WHAT IS BEING ASKED =
Consider the entries below. Count the lines holding the string "Trnavská" and state the number only.

Saved data entries
________________

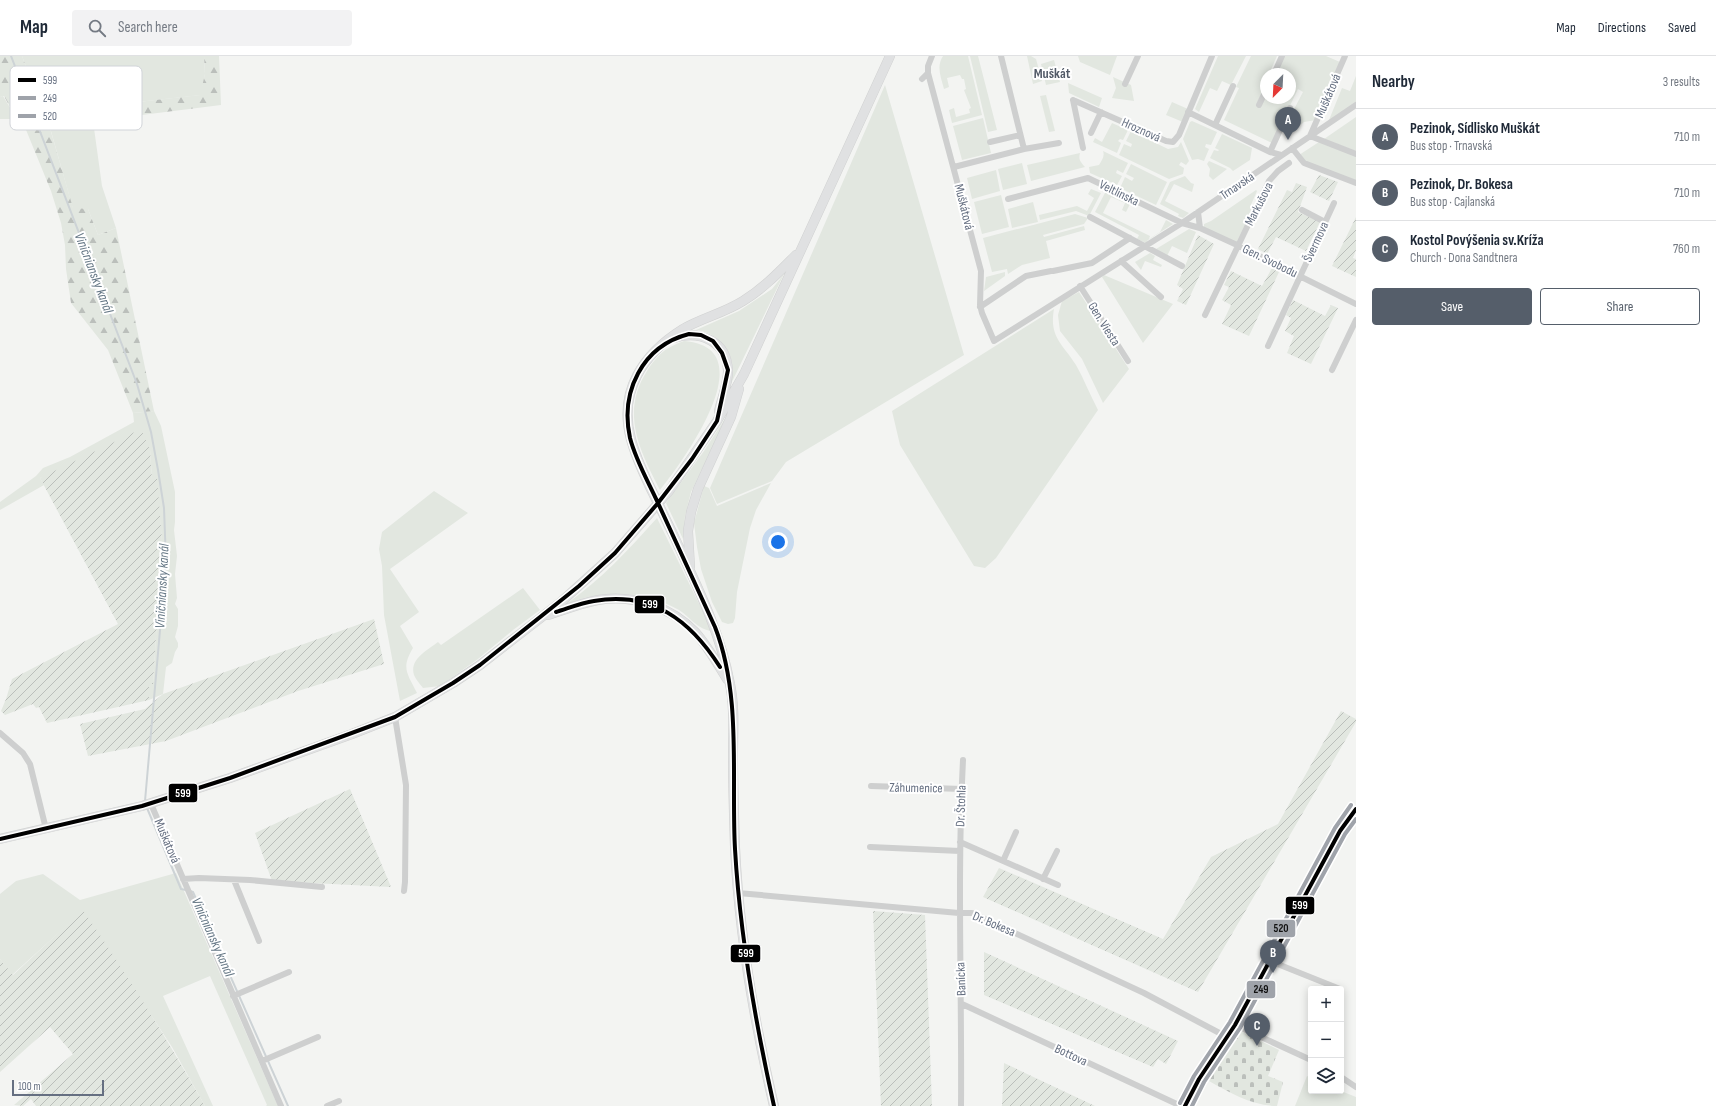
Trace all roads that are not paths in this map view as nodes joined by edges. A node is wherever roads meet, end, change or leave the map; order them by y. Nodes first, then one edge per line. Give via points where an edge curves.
1 (890, 56) edge
2 (932, 56) edge
3 (1001, 56) edge
4 (1138, 56) edge
5 (1212, 56) edge
6 (1282, 56) edge
7 (1345, 56) edge
8 (1277, 68) edge
9 (928, 73) junction
10 (922, 79) dead end
11 (1125, 84) dead end
12 (1233, 86) dead end
13 (1356, 105) edge
14 (1290, 108) dead end
15 (1101, 112) junction
16 (1188, 112) junction
17 (1215, 125) junction
18 (1091, 133) dead end
19 (1020, 135) junction
20 (1310, 136) junction
21 (990, 142) dead end
22 (1059, 143) dead end
23 (1083, 148) dead end
24 (1292, 148) junction
25 (1024, 149) junction
26 (1270, 152) junction
27 (1356, 154) edge
28 (1281, 156) junction
29 (1289, 163) dead end
30 (954, 167) junction
31 (1356, 183) edge
32 (1008, 199) dead end
33 (1334, 203) dead end
34 (1302, 210) dead end
35 (1198, 212) junction
36 (1090, 217) dead end
37 (1325, 222) junction
38 (1182, 223) junction
39 (1200, 228) junction
40 (1130, 238) junction
41 (1237, 245) junction
42 (1144, 246) junction
43 (800, 252) junction
44 (1121, 261) junction
45 (1182, 266) dead end
46 (1299, 276) junction
47 (1080, 286) junction
48 (1161, 297) dead end
49 (1356, 304) edge
50 (980, 307) junction
51 (1205, 315) dead end
52 (1356, 320) edge
53 (994, 341) joint
54 (666, 342) junction
55 (1268, 346) dead end
56 (1128, 362) dead end
57 (1332, 370) dead end
58 (744, 374) junction
59 (717, 420) junction
60 (691, 572) junction
61 (540, 617) junction
62 (731, 686) junction
63 (395, 717) junction
64 (0, 733) edge
65 (963, 760) dead end
66 (871, 786) dead end
67 (962, 789) junction
68 (147, 805) junction
69 (1356, 809) edge
70 (46, 829) junction
71 (1016, 832) dead end
72 (0, 839) edge
73 (960, 842) junction
74 (870, 847) dead end
75 (960, 851) junction
76 (1057, 851) dead end
77 (1002, 861) junction
78 (182, 879) junction
79 (1043, 879) junction
80 (234, 880) junction
81 (1058, 885) dead end
82 (322, 887) dead end
83 (404, 891) dead end
84 (738, 893) junction
85 (959, 913) junction
86 (259, 941) dead end
87 (1275, 963) dead end
88 (289, 972) dead end
89 (1332, 986) edge
90 (233, 996) junction
91 (962, 1004) junction
92 (1235, 1025) junction
93 (318, 1037) dead end
94 (1227, 1037) junction
95 (1308, 1059) edge
96 (262, 1061) junction
97 (1344, 1079) edge
98 (1356, 1087) edge
99 (338, 1101) dead end
100 (281, 1106) edge
101 (327, 1106) edge
102 (774, 1106) edge
103 (961, 1106) edge
104 (1180, 1106) edge
105 (1185, 1106) edge

1 - 43 main road
2 - 9 street, Muškátová
3 - 19 street
4 - 11 street
5 - 16 street
6 - 8 street
7 - 20 street, Muškátová
9 - 10 street
9 - 30 street, Muškátová
12 - 17 street
13 - 20 street, Trnavská
14 - 26 street
15 - 16 street, Hroznová via 1173,142 1179,135
15 - 18 street
15 - 23 street, Hroznová via 1073,100
16 - 17 street
17 - 26 street
19 - 21 street
19 - 25 street
20 - 24 street, Trnavská
20 - 27 street
22 - 25 street
24 - 28 street, Trnavská
24 - 31 street via 1304,163
25 - 30 street
26 - 28 street
28 - 35 street, Trnavská
29 - 41 street, Markušova via 1278,170 1269,181
30 - 50 street, Muškátová via 981,271
32 - 38 street, Veltlínska via 1088,178
33 - 37 street, Švermova
34 - 37 street
35 - 38 street, Trnavská
35 - 39 street
36 - 40 street
37 - 46 street, Švermova
38 - 39 street, Gen. Svobodu
38 - 42 street, Trnavská
39 - 41 street, Gen. Svobodu
40 - 42 street
40 - 50 street via 1092,263 1026,276
41 - 46 street, Gen. Svobodu
41 - 51 street, Markušova
42 - 44 street, Trnavská
42 - 45 street
43 - 54 main road via 752,296 684,329
43 - 58 main road
44 - 47 street, Trnavská
44 - 48 street
46 - 49 street, Gen. Svobodu
46 - 55 street, Švermova
47 - 53 street, Trnavská
47 - 56 street, Gen. Viesta
50 - 53 street, Muškátová
52 - 57 street
54 - 59 main road via 684,335 701,335 713,341 722,353 728,370
54 - 60 main road, bridge via 652,354 633,384 628,403 630,438 649,485
58 - 59 main road
58 - 60 main road via 731,417 698,489 691,512 688,531
59 - 61 main road via 668,491 628,538 596,572
60 - 62 main road via 720,640
61 - 62 main road via 599,600 632,600 654,606 676,616 695,632
61 - 63 main road via 480,665
62 - 84 main road
63 - 68 main road via 294,756
63 - 83 street via 406,785
64 - 70 street via 23,753 30,764
65 - 67 street, Dr. Štohla
66 - 67 street, Záhumenice
67 - 73 street, Dr. Štohla
68 - 70 main road
68 - 78 street, Muškátová
69 - 92 street via 1340,831
70 - 72 main road
71 - 77 street
73 - 75 street, Dr. Štohla
73 - 77 street
74 - 75 street
75 - 85 street, Banícka
76 - 79 street
77 - 79 street
78 - 80 street, Muškátová
78 - 90 street, Muškátová
79 - 81 street
80 - 82 street, Muškátová
80 - 86 street
84 - 85 street, Dr. Bokesa
84 - 102 main road via 759,1039
85 - 91 street, Banícka
85 - 94 street, Dr. Bokesa via 979,916 1144,993
87 - 89 street
88 - 90 street
90 - 96 street, Muškátová
91 - 103 street, Banícka
91 - 104 street, Bottova
92 - 94 street
92 - 95 street
93 - 96 street
94 - 105 street via 1199,1079
96 - 100 street, Muškátová
97 - 98 street
99 - 101 street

________________

RESPONSE TO THE TASK =
9